→ DATA FOR THIS TASK
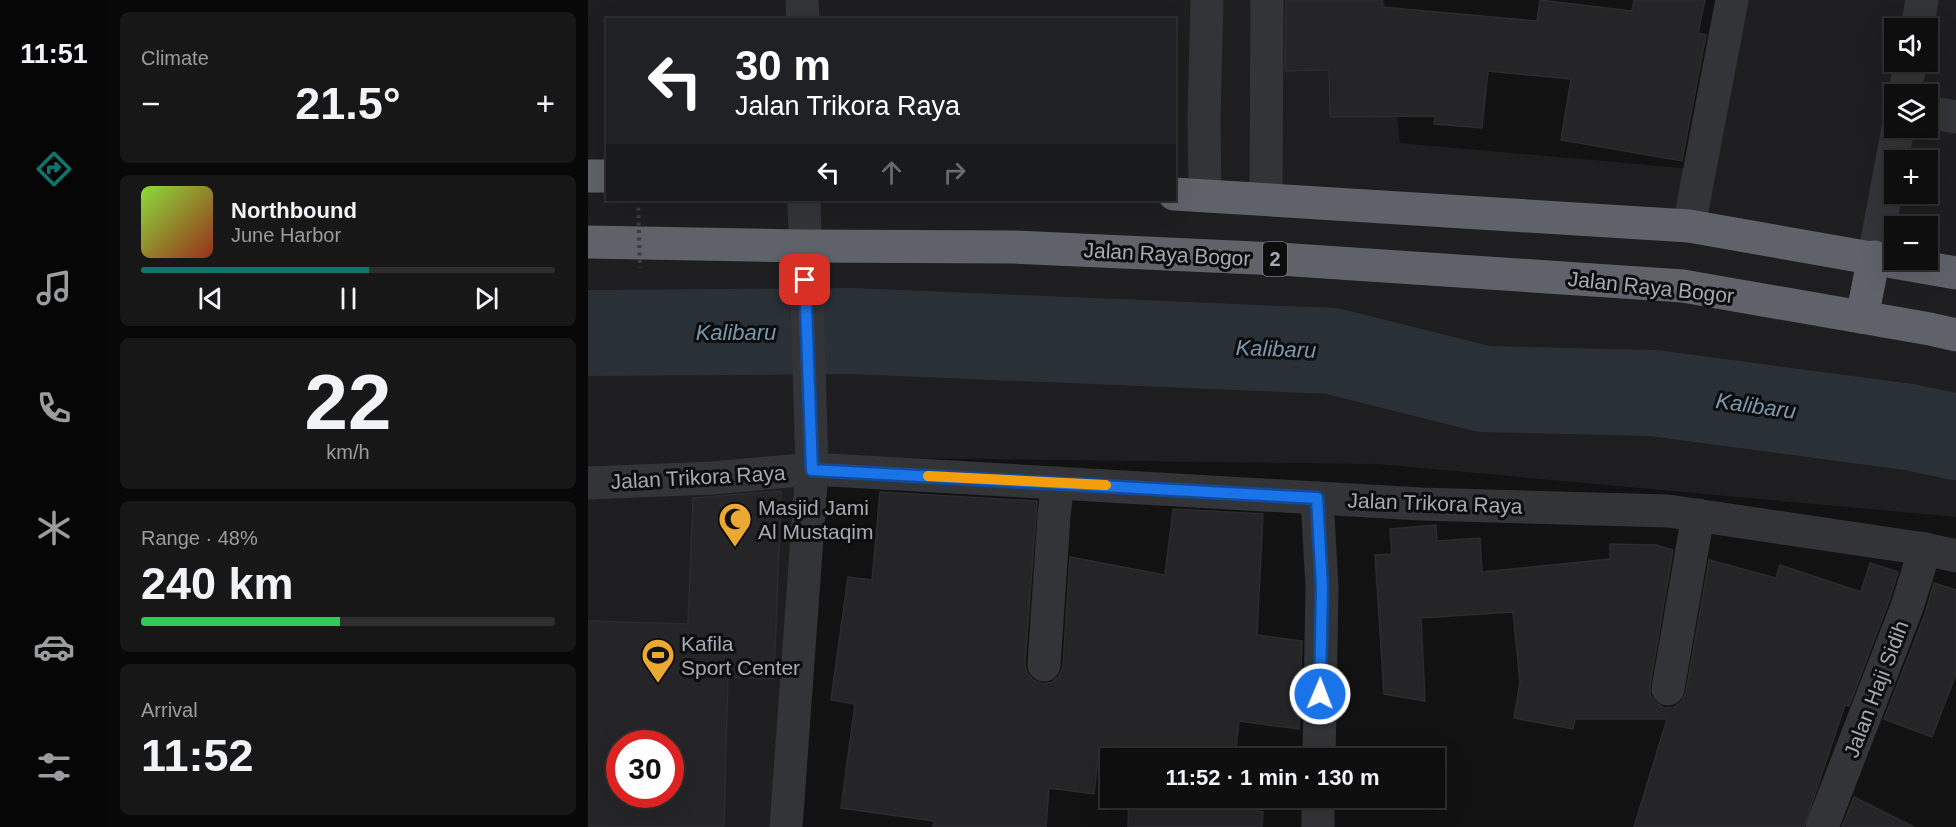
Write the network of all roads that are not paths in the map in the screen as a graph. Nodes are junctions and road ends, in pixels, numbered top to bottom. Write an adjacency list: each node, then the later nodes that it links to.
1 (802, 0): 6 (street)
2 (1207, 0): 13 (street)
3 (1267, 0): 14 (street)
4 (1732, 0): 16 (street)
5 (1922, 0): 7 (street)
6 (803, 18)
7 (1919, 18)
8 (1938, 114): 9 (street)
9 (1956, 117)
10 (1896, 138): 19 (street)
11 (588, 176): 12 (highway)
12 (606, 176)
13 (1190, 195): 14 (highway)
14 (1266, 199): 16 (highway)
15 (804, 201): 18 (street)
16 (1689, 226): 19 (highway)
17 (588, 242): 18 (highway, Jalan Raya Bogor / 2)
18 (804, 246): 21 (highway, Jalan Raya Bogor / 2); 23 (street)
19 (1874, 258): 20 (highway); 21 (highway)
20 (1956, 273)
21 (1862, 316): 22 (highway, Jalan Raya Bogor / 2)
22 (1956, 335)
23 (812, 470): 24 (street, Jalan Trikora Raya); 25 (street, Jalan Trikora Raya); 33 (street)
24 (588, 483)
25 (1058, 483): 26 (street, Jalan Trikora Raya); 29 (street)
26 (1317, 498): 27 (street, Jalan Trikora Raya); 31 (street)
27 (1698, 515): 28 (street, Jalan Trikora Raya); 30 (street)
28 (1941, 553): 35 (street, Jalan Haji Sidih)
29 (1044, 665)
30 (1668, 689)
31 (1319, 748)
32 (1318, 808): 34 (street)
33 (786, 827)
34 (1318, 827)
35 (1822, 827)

→ EXERCISE DESCRIPTION
Images are not wanted in the copy. Please print the material above exactly.

→ SOLUTION
Write the network of all roads that are not paths in the map in the screen as a graph. Nodes are junctions and road ends, in pixels, numbered top to bottom. Write an adjacency list: each node, then the later nodes that it links to.
1 (802, 0): 6 (street)
2 (1207, 0): 13 (street)
3 (1267, 0): 14 (street)
4 (1732, 0): 16 (street)
5 (1922, 0): 7 (street)
6 (803, 18)
7 (1919, 18)
8 (1938, 114): 9 (street)
9 (1956, 117)
10 (1896, 138): 19 (street)
11 (588, 176): 12 (highway)
12 (606, 176)
13 (1190, 195): 14 (highway)
14 (1266, 199): 16 (highway)
15 (804, 201): 18 (street)
16 (1689, 226): 19 (highway)
17 (588, 242): 18 (highway, Jalan Raya Bogor / 2)
18 (804, 246): 21 (highway, Jalan Raya Bogor / 2); 23 (street)
19 (1874, 258): 20 (highway); 21 (highway)
20 (1956, 273)
21 (1862, 316): 22 (highway, Jalan Raya Bogor / 2)
22 (1956, 335)
23 (812, 470): 24 (street, Jalan Trikora Raya); 25 (street, Jalan Trikora Raya); 33 (street)
24 (588, 483)
25 (1058, 483): 26 (street, Jalan Trikora Raya); 29 (street)
26 (1317, 498): 27 (street, Jalan Trikora Raya); 31 (street)
27 (1698, 515): 28 (street, Jalan Trikora Raya); 30 (street)
28 (1941, 553): 35 (street, Jalan Haji Sidih)
29 (1044, 665)
30 (1668, 689)
31 (1319, 748)
32 (1318, 808): 34 (street)
33 (786, 827)
34 (1318, 827)
35 (1822, 827)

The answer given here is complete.